Le scénographe Johannes Schütz a conçu un espace vide et blanc, clair et serein qui contraste volontairement avec l’univers sombre et mélancolique de la pièce. Une boule lumineuse et un mur rectangulaire en métal tiennent suspendus à un mobile, symbole de la fragilité, de l’équilibre du monde en danger.  Cet espace isolé, désolé et sans vie – un lac gelé, une tombe ? – est à l’image d’un royaume féodal gangréné par les luttes, les complots et le cynisme, d’une société toxique dans laquelle la violence est inévitable, de cette famille rongée par l’hypocrisie, la luxure et la convoitise. Le vieux Polonius (Bernd Rademacher) semble usé, de même que l’autorité qu’affiche Claudius (Stefan Hunstein) n’est plus crédible et c’est au sol, couché sous un manteau de fourrure qu’il mettra à nu, tel un roi Lear attendrissant, sa douleur et sa faiblesse.

La jeunesse tente de combattre les traumatismes dont elle hérite de la génération passée traverse une crise existentielle. Terrifiante est la scène dans laquelle Hamlet répond à l’affection de sa mère (Mercy Dorcas Otieno habillée en diva) par la froideur, l’exaspération et le dégout. Rosencrantz et Guildenstern (Konstantin Bühler et Ulvi Teke), malgré leurs vêtements baroques, sont sinistres. Pour lutter contre la dépression, que faire sinon fuir comme Laërte ou bouger, danser, se dépenser pour se sentir vivant, telle Ophélie.

Sandra Hüller interprète la figure complexe d’Hamlet. Le fait qu’une femme joue Hamlet n’est pas ici une revendication politique ou l’affirmation d’une interprétation queer du prince du Danemark mais l’évidence qu’une actrice peut naturellement tout jouer. Et Sandra Hüller est complètement Hamlet, diabolique et pure, fiévreuse et incrédule. L’actrice se dissout dans le personnage, juvénile, pensive, affligée, coléreuse, désespérée.

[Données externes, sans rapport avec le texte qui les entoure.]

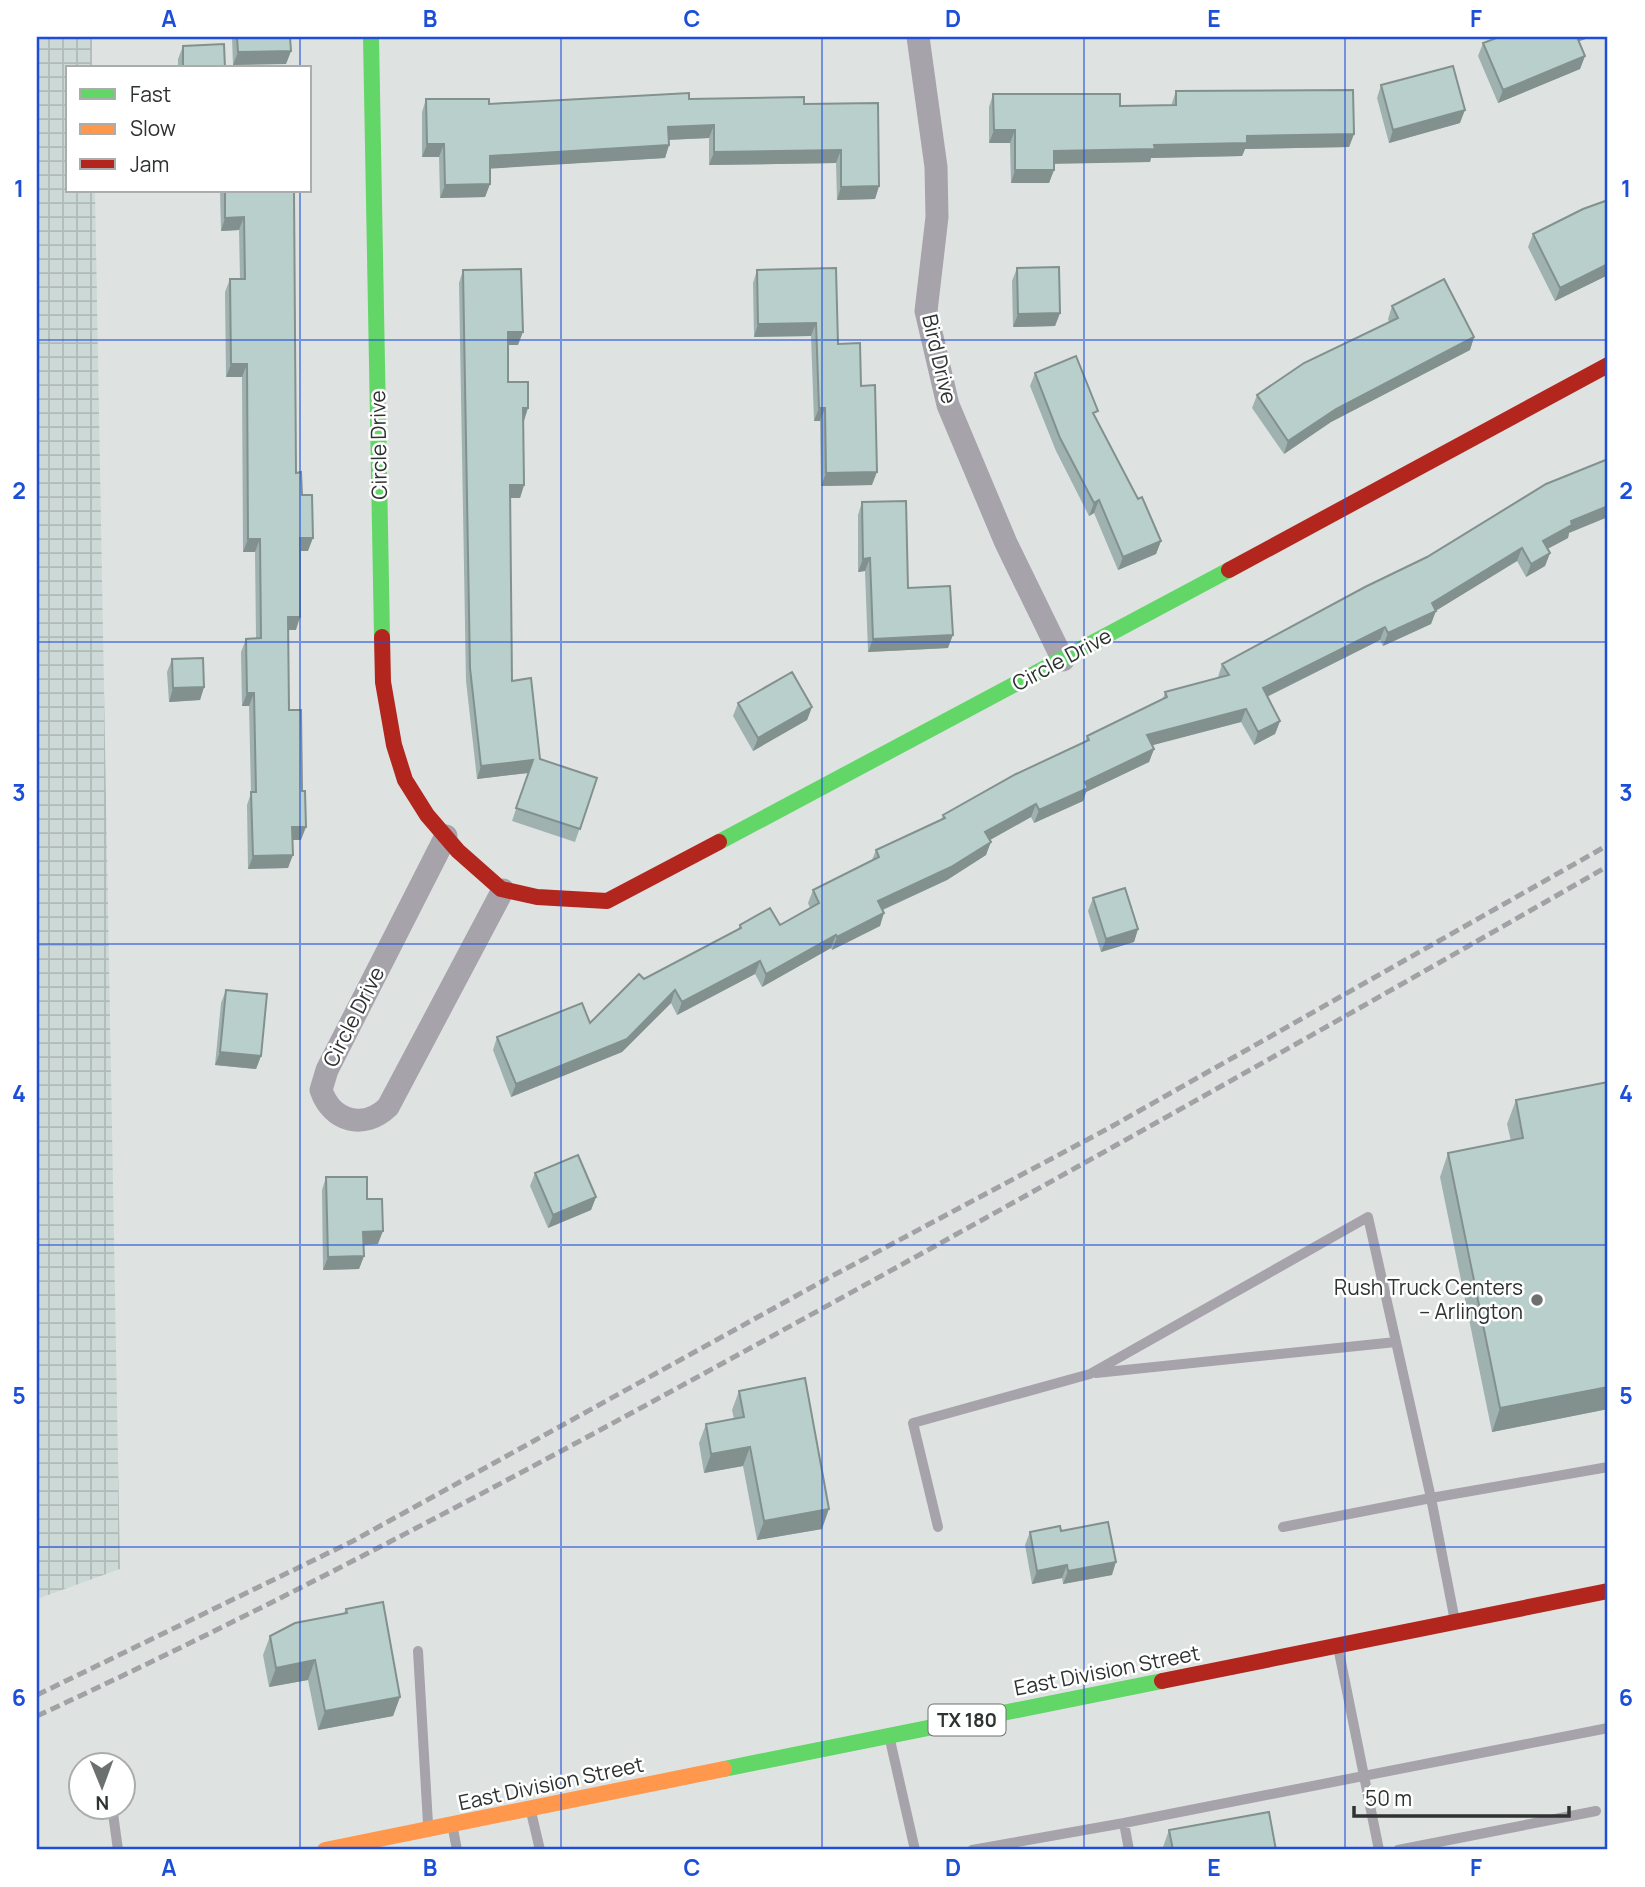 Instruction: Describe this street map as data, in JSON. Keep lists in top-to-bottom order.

Détendue, elle affronte le rôle, monument du répertoire classique dont elle explore les multiples facettes et parvient avec son intelligence, sa merveilleuse sensibilité, son humour et son adresse à camper un Hamlet vrai, saisissant, captivant. L’apparente simplicité de son jeu pourtant incandescent désarme et sidère. Elle contrôle, retient ses pensées et émotions jusqu’à l’explosion de celles-ci par les larmes et les cris.  Sa voix passe de la douceur de la fraternité aux cris du combat. Elle subjugue par son invention permanente, joue sans limite avec la musicalité et le rythme des mots. Elle murmure, râle, agresse, chante, soupire, implore…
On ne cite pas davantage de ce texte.